## PROVIDED MATERIAL
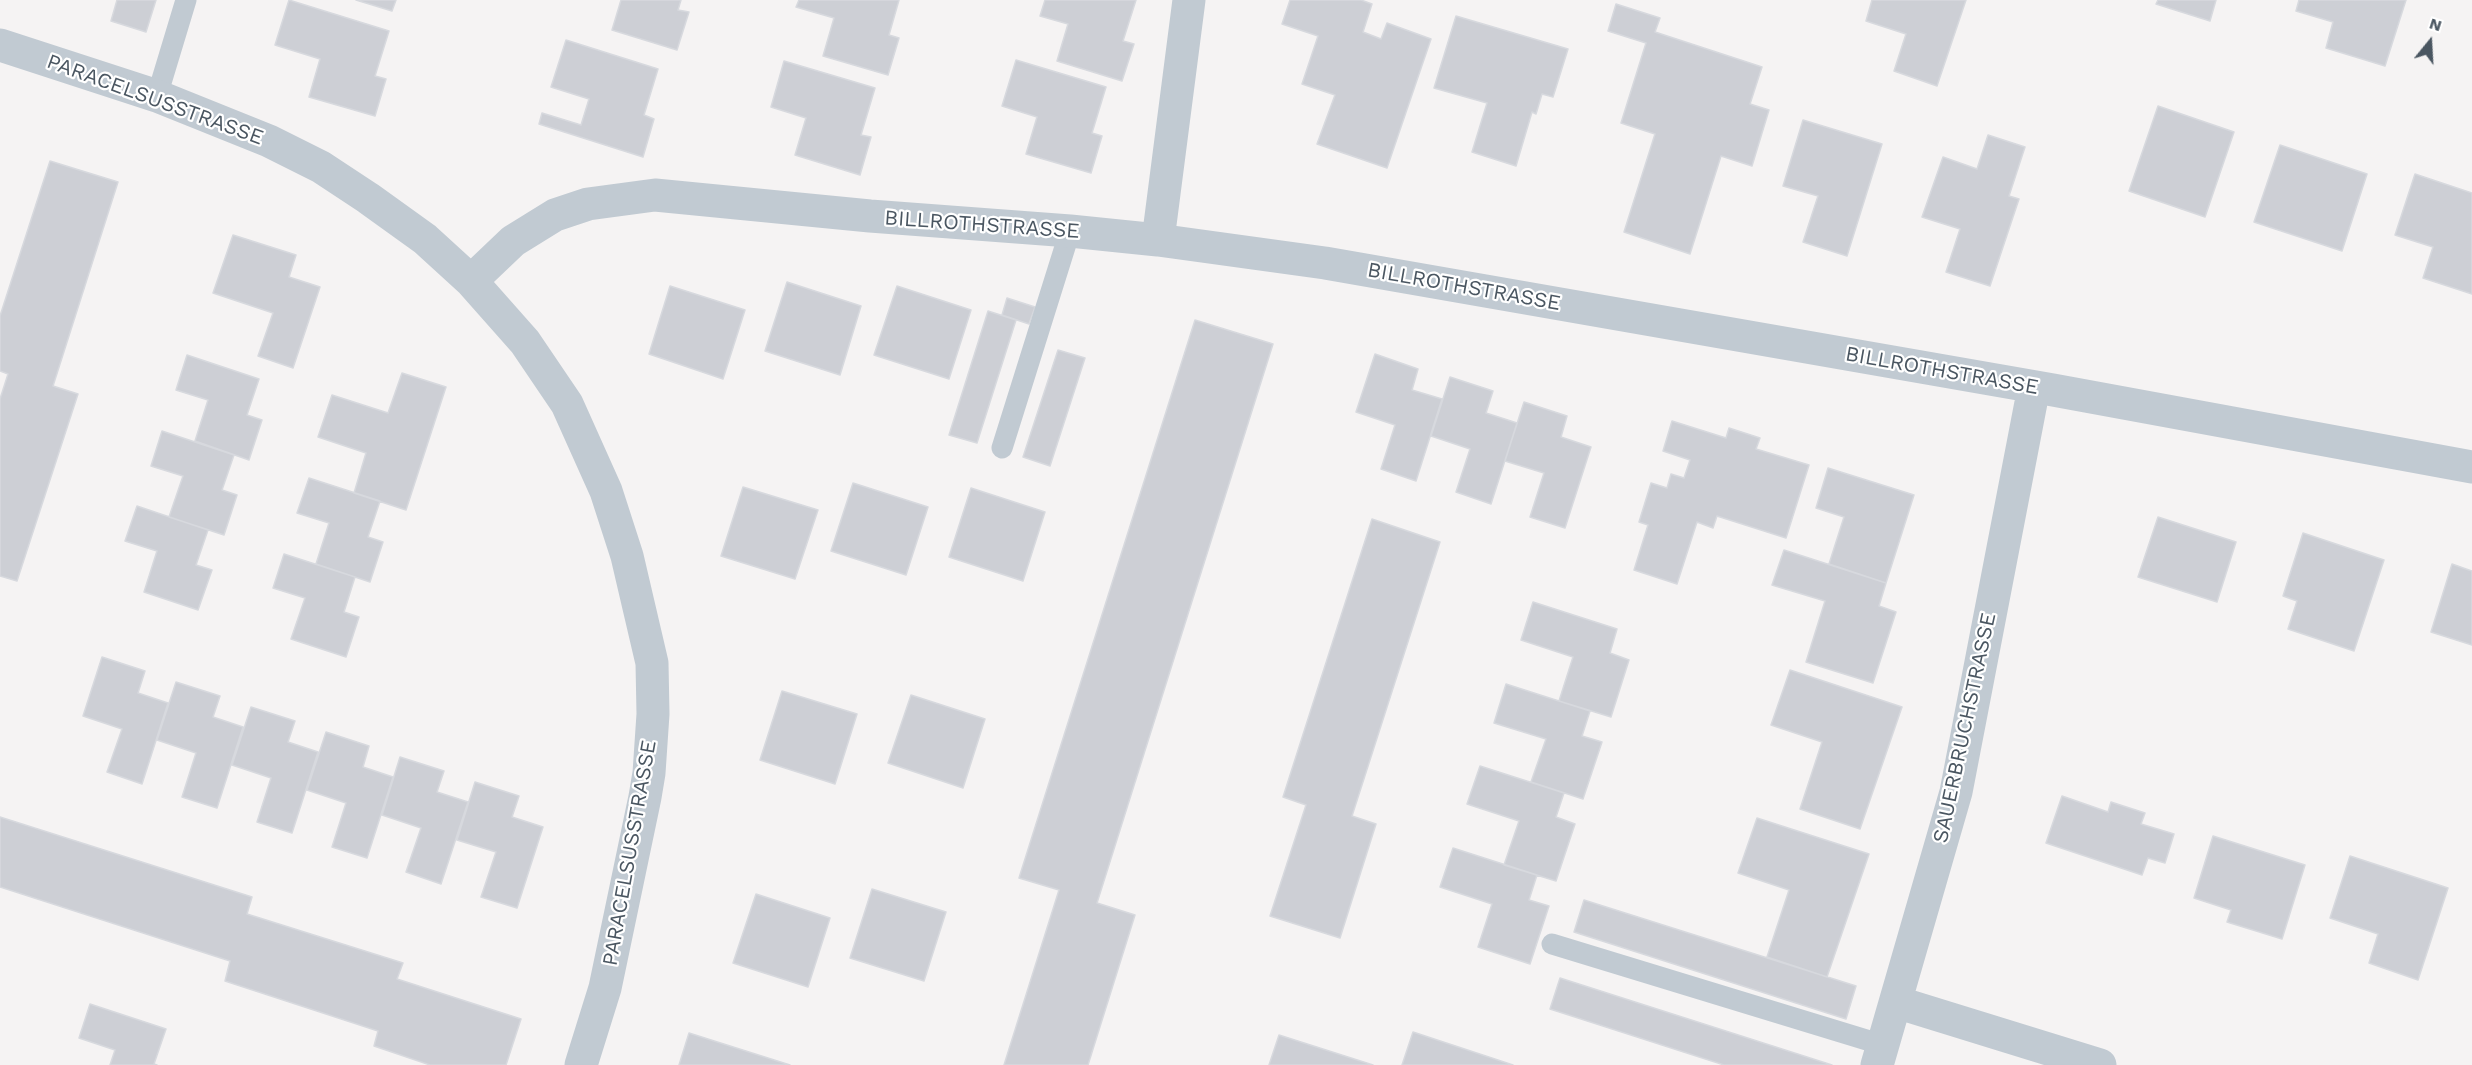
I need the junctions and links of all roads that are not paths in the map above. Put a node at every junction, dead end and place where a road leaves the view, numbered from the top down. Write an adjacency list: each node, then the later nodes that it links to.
1 (186, 0): 4 (lane)
2 (1189, 0): 6 (street)
3 (0, 45): 4 (street, PARACELSUSSTRASSE)
4 (157, 96): 7 (street, PARACELSUSSTRASSE)
5 (1070, 231): 6 (street, BILLROTHSTRASSE); 7 (street, BILLROTHSTRASSE); 9 (lane)
6 (1158, 240): 8 (street, BILLROTHSTRASSE)
7 (471, 281): 14 (street, PARACELSUSSTRASSE)
8 (2034, 387): 10 (street, BILLROTHSTRASSE); 12 (street, SAUERBRUCHSTRASSE)
9 (1002, 448)
10 (2472, 467)
11 (1552, 944): 13 (lane)
12 (1896, 1002): 13 (street, SAUERBRUCHSTRASSE); 15 (street)
13 (1880, 1055)
14 (581, 1065)
15 (2100, 1065)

## EXERCISE BRIEF
For your answer, write out the data exactly and drop every picture.

## REPLY
I need the junctions and links of all roads that are not paths in the map above. Put a node at every junction, dead end and place where a road leaves the view, numbered from the top down. Write an adjacency list: each node, then the later nodes that it links to.
1 (186, 0): 4 (lane)
2 (1189, 0): 6 (street)
3 (0, 45): 4 (street, PARACELSUSSTRASSE)
4 (157, 96): 7 (street, PARACELSUSSTRASSE)
5 (1070, 231): 6 (street, BILLROTHSTRASSE); 7 (street, BILLROTHSTRASSE); 9 (lane)
6 (1158, 240): 8 (street, BILLROTHSTRASSE)
7 (471, 281): 14 (street, PARACELSUSSTRASSE)
8 (2034, 387): 10 (street, BILLROTHSTRASSE); 12 (street, SAUERBRUCHSTRASSE)
9 (1002, 448)
10 (2472, 467)
11 (1552, 944): 13 (lane)
12 (1896, 1002): 13 (street, SAUERBRUCHSTRASSE); 15 (street)
13 (1880, 1055)
14 (581, 1065)
15 (2100, 1065)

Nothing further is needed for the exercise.